When some people get divorced, they celebrate. Others cry. Others do OK overall but occasionally have a fit of hysteria in which they fear they will turn into one of those old women who live alone with lots of pets. Or one of those women living in a box on the street. These women usually only have one to two of these fits over the course of a year and usually on nights when they are trying to fall asleep and are sleep deprived, stressed and/or have watched too many sad movies. And, their fears are totally unfounded because they are good at what they do, career-wise, and have a loving, supportive family.
Not that I’d know. I, of course, don’t fall into that latter group.
But if I did . . . I’d probably indulge in the fear that I become a crazy dog lady. Seeing as I’m already on my way. So to speak. And of course, this is all hypothetical, people.
Regular readers of my blog know that we rescued a dog in December. Bailey is the love of our lives (my two sons and I) but comes with the scars of a rescue dog. We’ve been working with her to help her be more trusting and relaxed.
This translates into me, in essence, coaching her through irrational emotional behaviors caused by abuse and/or neglect earlier in life. Or so the trainer tells me. I’m the doggie Dr. Phil, sans the Texas swagger.
Prior to Bailey’s arrival, when I walked around the block, I may have said hello to my neighbors and stopped to chat, but generally a small smile for the fellow walkers I did not know would suffice.
Not anymore. I’m still friendly with the neighbors, but I’ve now become friendly with ALL of my fellow walkers, in a way that I’m sure probably creeps them out.

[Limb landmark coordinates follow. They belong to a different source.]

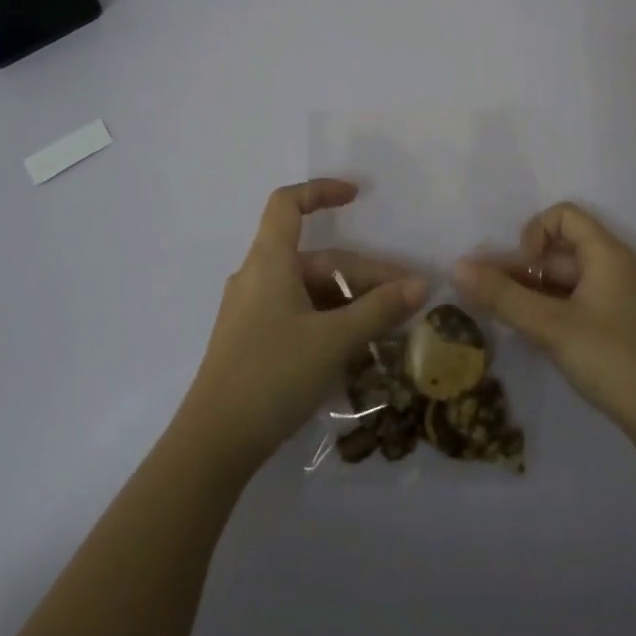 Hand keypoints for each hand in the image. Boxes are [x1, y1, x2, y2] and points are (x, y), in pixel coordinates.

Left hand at [180, 179, 428, 469]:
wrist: (214, 443)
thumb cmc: (273, 375)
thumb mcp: (334, 340)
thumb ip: (379, 310)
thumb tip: (421, 284)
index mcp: (269, 262)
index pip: (288, 204)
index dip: (321, 191)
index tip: (358, 196)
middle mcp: (257, 278)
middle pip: (317, 259)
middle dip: (364, 275)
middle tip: (407, 299)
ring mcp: (252, 311)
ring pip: (311, 291)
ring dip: (351, 302)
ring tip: (389, 328)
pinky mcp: (253, 341)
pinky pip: (299, 315)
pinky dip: (330, 321)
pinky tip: (357, 348)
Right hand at [453, 203, 635, 459]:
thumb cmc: (615, 361)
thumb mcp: (552, 327)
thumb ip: (503, 297)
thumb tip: (456, 267)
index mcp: (608, 255)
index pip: (564, 216)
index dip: (533, 234)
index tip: (520, 272)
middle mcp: (618, 268)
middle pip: (562, 251)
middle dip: (523, 270)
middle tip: (489, 299)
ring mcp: (624, 300)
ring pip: (569, 282)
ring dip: (535, 294)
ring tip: (505, 320)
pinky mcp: (624, 328)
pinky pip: (582, 304)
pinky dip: (555, 312)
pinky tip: (536, 338) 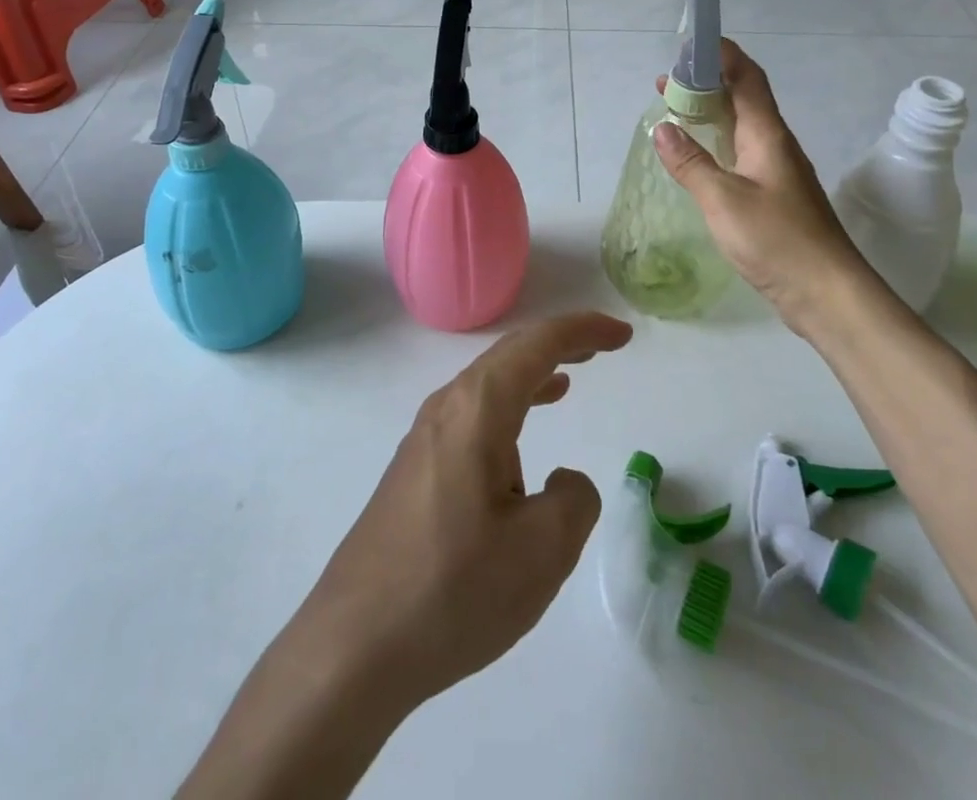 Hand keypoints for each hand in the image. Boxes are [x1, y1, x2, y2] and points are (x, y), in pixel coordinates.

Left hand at [286, 311, 632, 714]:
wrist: (354, 646)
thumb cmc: (453, 589)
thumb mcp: (542, 550)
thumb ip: (574, 500)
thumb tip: (562, 481)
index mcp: (478, 408)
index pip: (538, 344)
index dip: (583, 330)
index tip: (622, 334)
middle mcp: (447, 408)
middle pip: (510, 354)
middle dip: (559, 344)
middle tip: (601, 347)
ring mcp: (424, 438)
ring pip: (488, 385)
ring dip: (531, 376)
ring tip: (566, 381)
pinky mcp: (415, 470)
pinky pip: (472, 416)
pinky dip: (508, 408)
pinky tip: (518, 442)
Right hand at [652, 40, 870, 324]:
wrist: (827, 292)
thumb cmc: (777, 240)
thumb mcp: (723, 200)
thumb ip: (690, 163)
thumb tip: (662, 127)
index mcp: (767, 135)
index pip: (747, 78)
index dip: (722, 55)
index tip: (689, 45)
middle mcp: (775, 144)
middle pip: (742, 98)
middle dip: (706, 83)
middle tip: (667, 82)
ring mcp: (777, 170)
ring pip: (741, 126)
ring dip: (710, 113)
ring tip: (675, 111)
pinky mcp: (774, 194)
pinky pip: (741, 152)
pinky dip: (716, 142)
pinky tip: (699, 156) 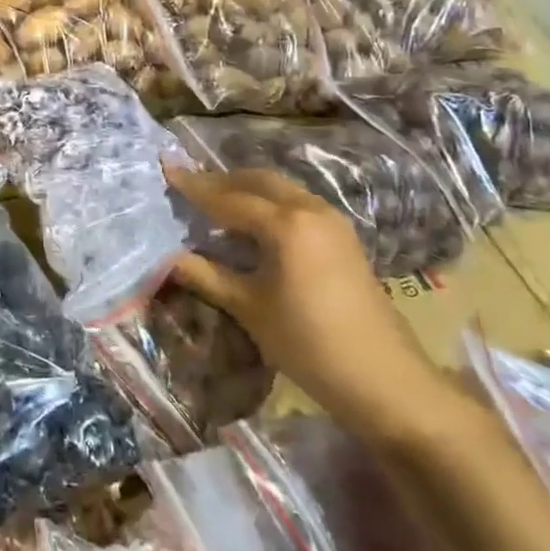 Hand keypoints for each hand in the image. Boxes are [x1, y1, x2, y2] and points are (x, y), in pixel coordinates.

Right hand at [165, 166, 453, 442]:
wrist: (385, 381)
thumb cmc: (309, 343)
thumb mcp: (248, 308)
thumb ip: (204, 275)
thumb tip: (166, 256)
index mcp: (285, 224)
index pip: (227, 198)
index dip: (193, 186)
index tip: (165, 169)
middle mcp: (310, 210)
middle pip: (257, 181)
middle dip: (220, 180)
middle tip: (187, 186)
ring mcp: (332, 222)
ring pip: (280, 189)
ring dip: (245, 190)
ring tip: (213, 203)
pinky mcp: (342, 238)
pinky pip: (296, 204)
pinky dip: (267, 204)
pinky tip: (250, 225) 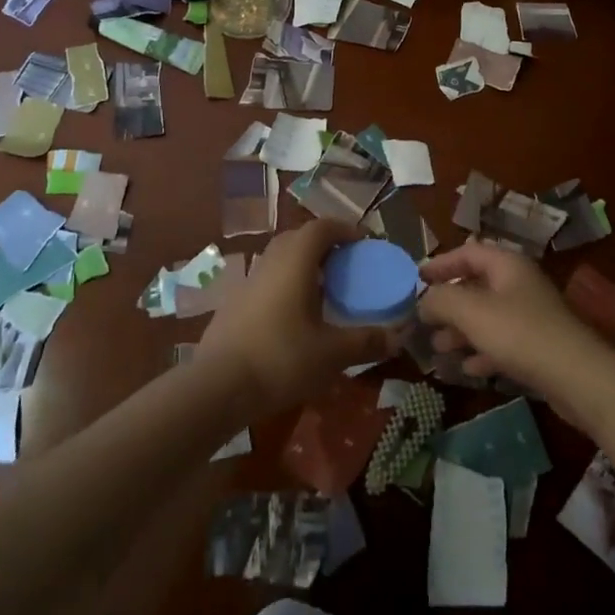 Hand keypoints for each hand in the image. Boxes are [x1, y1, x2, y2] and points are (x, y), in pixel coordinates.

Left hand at [198, 220, 398, 416]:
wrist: (217, 387)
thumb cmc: (281, 359)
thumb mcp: (332, 354)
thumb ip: (366, 342)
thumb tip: (398, 337)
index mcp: (294, 261)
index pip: (321, 227)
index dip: (345, 229)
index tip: (364, 242)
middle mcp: (270, 262)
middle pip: (298, 238)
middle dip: (324, 245)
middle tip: (346, 264)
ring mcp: (247, 282)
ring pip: (280, 259)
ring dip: (303, 265)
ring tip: (324, 291)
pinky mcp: (234, 304)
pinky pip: (267, 281)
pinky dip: (286, 285)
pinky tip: (295, 316)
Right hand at [417, 242, 607, 401]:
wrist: (578, 377)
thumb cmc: (520, 334)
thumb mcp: (471, 312)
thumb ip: (441, 300)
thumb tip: (423, 301)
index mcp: (507, 265)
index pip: (468, 252)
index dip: (441, 263)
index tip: (417, 277)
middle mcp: (520, 284)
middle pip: (477, 285)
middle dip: (449, 303)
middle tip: (425, 320)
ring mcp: (532, 316)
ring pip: (488, 317)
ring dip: (462, 331)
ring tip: (440, 347)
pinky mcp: (539, 346)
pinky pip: (503, 342)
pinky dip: (482, 351)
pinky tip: (468, 369)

If I know someone and approach them smiling and speaking, Bailey will welcome them with wagging tail. If someone is approaching us and I do not greet them and reach out somehow, all hell breaks loose. Bailey becomes very protective and is sure she is the only thing between us and this approaching Armageddon. Growling, barking and lunging commence at a feverish pitch, and my biceps/triceps get the workout of a century. (I am nothing if not an optimist. I see the bright side.) My little bundle of joy, at 70-some pounds of pure muscle, can be a bit—hmmm—off-putting.
To avoid said situation, I now call out to my fellow walkers when they’re a football field away. And generally continue my chatter until they’re well out of sight. And I can see in their eyes either delighted surprise at my vehement friendliness, or the opposite reaction. They’re thinking: Crazy. Dog. Lady.

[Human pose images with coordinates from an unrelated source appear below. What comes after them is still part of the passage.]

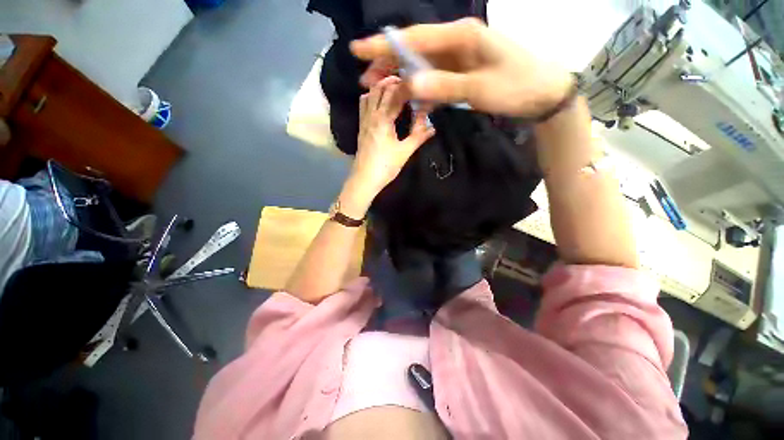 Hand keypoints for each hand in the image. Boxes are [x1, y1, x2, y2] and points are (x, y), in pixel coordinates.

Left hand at [344, 76, 434, 212]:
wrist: (364, 179)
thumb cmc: (385, 166)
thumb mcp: (404, 152)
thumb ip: (418, 137)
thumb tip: (433, 127)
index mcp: (383, 119)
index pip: (395, 94)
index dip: (407, 85)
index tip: (418, 81)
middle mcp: (371, 115)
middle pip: (379, 89)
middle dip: (393, 82)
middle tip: (408, 82)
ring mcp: (363, 121)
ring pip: (369, 95)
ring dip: (380, 87)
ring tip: (393, 88)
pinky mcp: (361, 128)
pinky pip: (363, 105)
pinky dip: (370, 97)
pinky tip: (379, 102)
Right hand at [350, 18, 572, 117]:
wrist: (542, 94)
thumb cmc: (516, 86)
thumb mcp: (479, 89)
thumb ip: (444, 86)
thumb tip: (408, 84)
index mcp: (460, 36)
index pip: (414, 38)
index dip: (384, 44)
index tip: (358, 50)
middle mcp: (456, 42)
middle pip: (414, 50)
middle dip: (388, 63)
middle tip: (367, 79)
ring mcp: (458, 58)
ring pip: (422, 65)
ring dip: (401, 77)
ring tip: (381, 90)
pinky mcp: (461, 73)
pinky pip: (434, 79)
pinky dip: (420, 89)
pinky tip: (411, 100)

Add to my demeanor that I’ve usually got an odd fashion accessory hanging out of the waistband of my—alas–pocket-less pants and you have a woman who looks like she’s talking to herself, while smiling overenthusiastically, with a doggie doo-doo bag hanging out of her pants. Oh, and the icing on the cake? She’s reaching out as if to touch you. And that’s when you notice her well-toned biceps. (Had to throw that in there. I’m an optimist, remember?)
As if all of this were not enough, I talk to Bailey now as if she can understand the nuances of every word. If you’ve ever seen the movie Beginners, Ewan McGregor talks to his deceased father’s dog as if they’re holding a human conversation. And the dog speaks back via subtitles. Bailey and I could have been the understudies.

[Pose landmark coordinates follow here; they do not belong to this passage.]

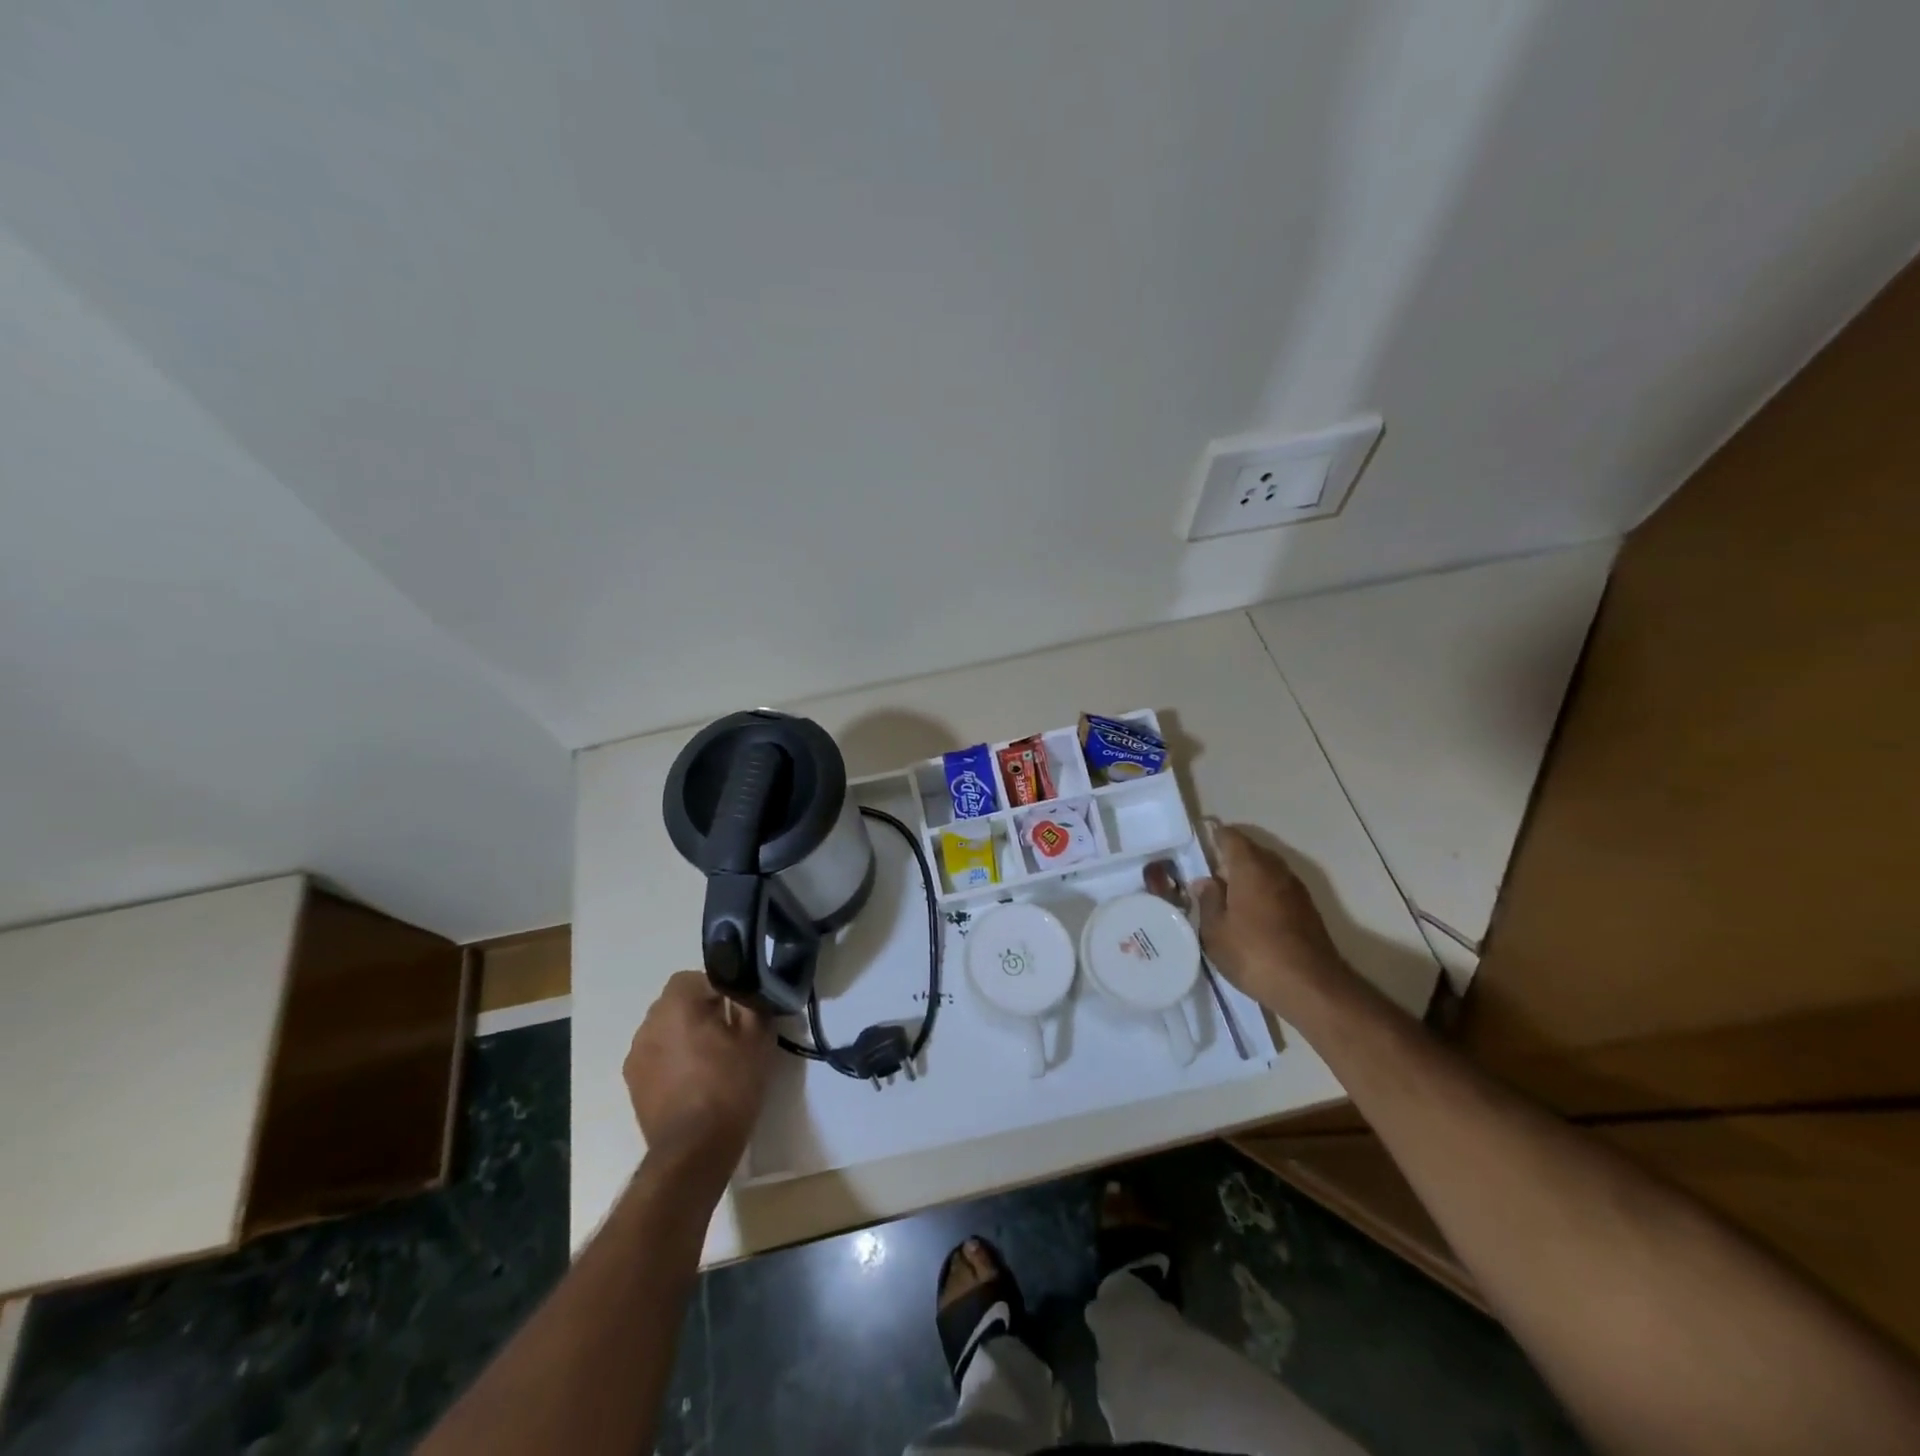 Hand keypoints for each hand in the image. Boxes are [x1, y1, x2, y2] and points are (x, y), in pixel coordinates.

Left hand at [624, 972, 774, 1187]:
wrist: (694, 1151)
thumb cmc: (729, 1087)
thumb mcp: (757, 1039)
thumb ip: (752, 1002)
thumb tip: (749, 986)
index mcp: (677, 1005)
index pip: (696, 977)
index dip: (719, 988)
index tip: (737, 1009)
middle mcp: (649, 1023)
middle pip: (677, 1001)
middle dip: (700, 1010)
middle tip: (728, 1032)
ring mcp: (636, 1054)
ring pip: (665, 1028)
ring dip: (684, 1034)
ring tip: (710, 1059)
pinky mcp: (632, 1082)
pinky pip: (656, 1054)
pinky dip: (672, 1058)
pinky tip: (693, 1081)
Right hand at [1193, 825, 1346, 1009]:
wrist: (1311, 987)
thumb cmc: (1254, 954)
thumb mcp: (1215, 931)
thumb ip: (1208, 900)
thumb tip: (1205, 881)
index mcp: (1250, 866)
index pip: (1230, 836)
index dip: (1213, 837)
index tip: (1197, 848)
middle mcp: (1276, 869)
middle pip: (1250, 851)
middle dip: (1229, 859)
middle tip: (1208, 878)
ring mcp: (1296, 889)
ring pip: (1266, 870)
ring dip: (1248, 878)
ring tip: (1227, 899)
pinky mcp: (1307, 910)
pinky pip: (1278, 889)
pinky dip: (1263, 894)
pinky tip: (1251, 916)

That said, I’m sure people who hear me telling Bailey not to eat the horse manure on the forest trail because it will make her sick, explaining to her why it’s not nice to bark at babies in strollers and asking her what she is sniffing in the grass, might think I’m a bit off my rocker.
Crazy. Dog. Lady.
Thank goodness I’m not one of those neurotic women who worries about these kinds of things.